Words: Anna Schwinn
Photos: Adam Newman
Originally published in Issue #40
Lately I’ve noticed the bikes and bike accessories available today are rolling along an unfortunate trend towards boring. And it’s bumming me out. What’s considered to be cool and fashionable has gotten narrow and repetitive. The formula has been determined and that’s what we’re being fed, over and over.
I’m bummed out because we’re so evidently complacent about it. Worst of all, the lack of diversity means anything even slightly outside the norm makes us uncomfortable to explore things that haven’t been identified as cool, and to shun anything unusual or different.
How do we buck this boring spiral? Easy. We each need to figure out how to get weird.
Weird is good. Weird is critical. What makes weird bikes wonderful is they push our industry forward and outward.
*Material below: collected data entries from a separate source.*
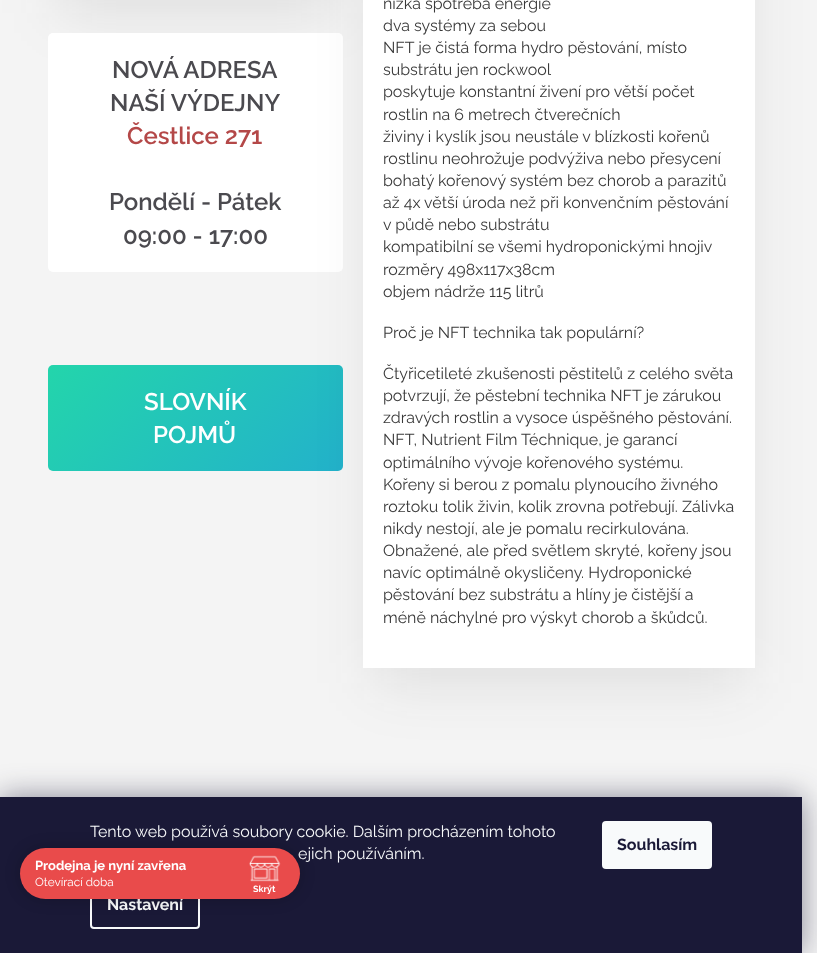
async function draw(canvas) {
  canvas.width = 817
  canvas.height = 953
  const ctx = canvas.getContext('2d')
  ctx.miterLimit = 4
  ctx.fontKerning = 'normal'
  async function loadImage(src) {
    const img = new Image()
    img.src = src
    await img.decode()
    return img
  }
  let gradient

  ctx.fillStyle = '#f4f4f4'
  ctx.fillRect(0, 0, 817, 953)
  ctx.fillStyle = '#29272c1a'
  ctx.filter = 'blur(30px)'
  ctx.beginPath()
  ctx.rect(59, -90, 275, 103)
  ctx.fill()
  ctx.filter = 'none'
  ctx.fillStyle = '#fff'
  ctx.beginPath()
  ctx.roundRect(48, 33, 295, 239, 5)
  ctx.fill()
  ctx.font = '600 24px Raleway'
  ctx.fillStyle = '#4b4a4f'
  ctx.fillText('NOVÁ ADRESA', 112, 78)
  ctx.fillText('NAŠÍ VÝDEJNY', 110, 111)
  ctx.fillStyle = '#b44848'
  ctx.fillText('Čestlice 271', 127, 144)
  ctx.fillStyle = '#4b4a4f'
  ctx.fillText('Pondělí - Pátek', 109, 210)
  ctx.fillText('09:00 - 17:00', 123, 244)
  gradient = ctx.createLinearGradient(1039, 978, 237, 176)
  gradient.addColorStop(0, '#ee7752')
  gradient.addColorStop(0.33, '#e73c7e')
  gradient.addColorStop(0.67, '#23a6d5')
  gradient.addColorStop(1, '#23d5ab')
  ctx.fillStyle = gradient
  ctx.beginPath()
  ctx.roundRect(48, 365, 295, 106, 5)
  ctx.fill()
  ctx.fillStyle = '#fff'
  ctx.fillText('SLOVNÍK', 144, 410)
  ctx.fillText('POJMŮ', 153, 443)
  ctx.fillStyle = '#29272c1a'
  ctx.filter = 'blur(30px)'
  ctx.beginPath()
  ctx.rect(374, -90, 372, 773)
  ctx.fill()
  ctx.filter = 'none'
  ctx.fillStyle = '#fff'
  ctx.fillRect(363, 0, 392, 668)
  ctx.font = '16px Raleway'
  ctx.fillStyle = '#393939'
  ctx.fillText('nízká spotřeba energie', 383, 9)
  ctx.fillText('dva systémy za sebou', 383, 31)
  ctx.fillText('NFT je čistá forma hydro pěstování, místo', 383, 53)
  ctx.fillText('substrátu jen rockwool', 383, 75)
  ctx.fillText('poskytuje konstantní živení pro větší počet', 383, 97)
  ctx.fillText('rostlin na 6 metrech čtverečních', 383, 120)
  ctx.fillText('živiny i kyslík jsou neustále v blízkosti kořenů', 383, 142)
  ctx.fillText('rostlinu neohrožuje podvýživa nebo přesycení', 383, 164)
  ctx.fillText('bohatý kořenový systém bez chorob a parazitů', 383, 186)
  ctx.fillText('až 4x větší úroda než při konvenčním pěstování', 383, 208)
  ctx.fillText('v půdě nebo substrátu', 383, 230)
  ctx.fillText('kompatibilní se všemi hydroponickými hnojiv', 383, 252)
  ctx.fillText('rozměry 498x117x38cm', 383, 275)
  ctx.fillText('objem nádrže 115 litrů', 383, 297)
  ctx.fillText('Proč je NFT technika tak populární?', 383, 338)
  ctx.fillText('Čtyřicetileté zkušenosti pěstitelů z celého světa', 383, 379)
  ctx.fillText('potvrzují, že pěstební technika NFT je zárukou', 383, 401)
  ctx.fillText('zdravých rostlin a vysoce úspěšného pěstování.', 383, 423)
  ctx.fillText('NFT, Nutrient Film Téchnique, je garancí', 383, 445)
  ctx.fillText('optimálního vývoje kořenového systému.', 383, 468)
  ctx.fillText('Kořeny si berou z pomalu plynoucího živného', 383, 490)
  ctx.fillText('roztoku tolik živin, kolik zrovna potřebují. Zálivka', 383, 512)
  ctx.fillText('nikdy nestojí, ale je pomalu recirkulována.', 383, 534)
  ctx.fillText('Obnažené, ale před světlem skryté, kořeny jsou', 383, 556)
  ctx.fillText('navíc optimálně okysličeny. Hydroponické', 383, 578)
  ctx.fillText('pěstování bez substrátu a hlíny je čistější a', 383, 600)
  ctx.fillText('méně náchylné pro výskyt chorob a škůdců.', 383, 623)
  ctx.fillStyle = '#1b193980'
  ctx.filter = 'blur(15px)'
  ctx.beginPath()
  ctx.rect(0, 797, 802, 156)
  ctx.fill()
  ctx.filter = 'none'
  ctx.fillStyle = '#1a1937'
  ctx.fillRect(0, 797, 802, 156)
  ctx.fillStyle = '#f8fafb'
  ctx.fillText('Tento web používá soubory cookie. Dalším procházením tohoto', 90, 837)
  ctx.fillText('ejich používáním.', 298, 859)
  ctx.beginPath()
  ctx.roundRect(91, 882, 108, 46, 3)
  ctx.strokeStyle = '#f8fafb'
  ctx.lineWidth = 2
  ctx.stroke()
  ctx.font = 'bold 16px Raleway'
  ctx.fillText('Nastavení', 107, 910)
  ctx.beginPath()
  ctx.roundRect(602, 821, 110, 48, 4)
  ctx.fill()
  ctx.fillStyle = '#1a1937'
  ctx.fillText('Souhlasím', 617, 850)
  ctx.fillStyle = '#00000033'
  ctx.filter = 'blur(7.5px)'
  ctx.beginPath()
  ctx.roundRect(20, 848, 280, 51, 25.5)
  ctx.fill()
  ctx.filter = 'none'
  ctx.fillStyle = '#e94b4b'
  ctx.beginPath()
  ctx.roundRect(20, 848, 280, 51, 25.5)
  ctx.fill()
  ctx.font = 'bold 13px Raleway'
  ctx.fillStyle = '#fff'
  ctx.fillText('Prodejna je nyní zavřena', 35, 870)
  ctx.font = '11.75px Raleway'
  ctx.fillText('Otevírací doba', 35, 886)
  ctx.drawImage(await loadImage('image0.png'), 249, 855, 32, 27)
  ctx.font = 'bold 9px Raleway'
  ctx.fillText('Skrýt', 253, 892)
}

draw(document.querySelector('canvas'))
Any ground-breaking innovation is inherently weird at first. A weird bike is cool because it doesn’t follow your rules.
In a high school analogy, the weird bikes are the rebels. They are out back, chain smoking cigarettes or blowing things up in the science lab. They push the limits of every fringe group. And they are shunned or mocked by a mainstream that frankly doesn’t appreciate or understand them. But weird doesn’t care. Weird knows what it is and it doesn’t give a damn what society thinks.
Learning to love weird bikes is not as easy as it sounds. Start with the stuff that’s just weird to you. I’m not saying you have to run out and buy a penny-farthing and fall in love with it. I’m just saying you probably haven’t given certain bikes a lot of thought, so take a minute and look ‘em up.
If you see one, get up close to it and see how it’s different from anything you’ve seen before. Understand why it is significant historically. Understand why people dig them. Try one. Ride one. Because why not? Repeat this for any bike outside your realm of experience.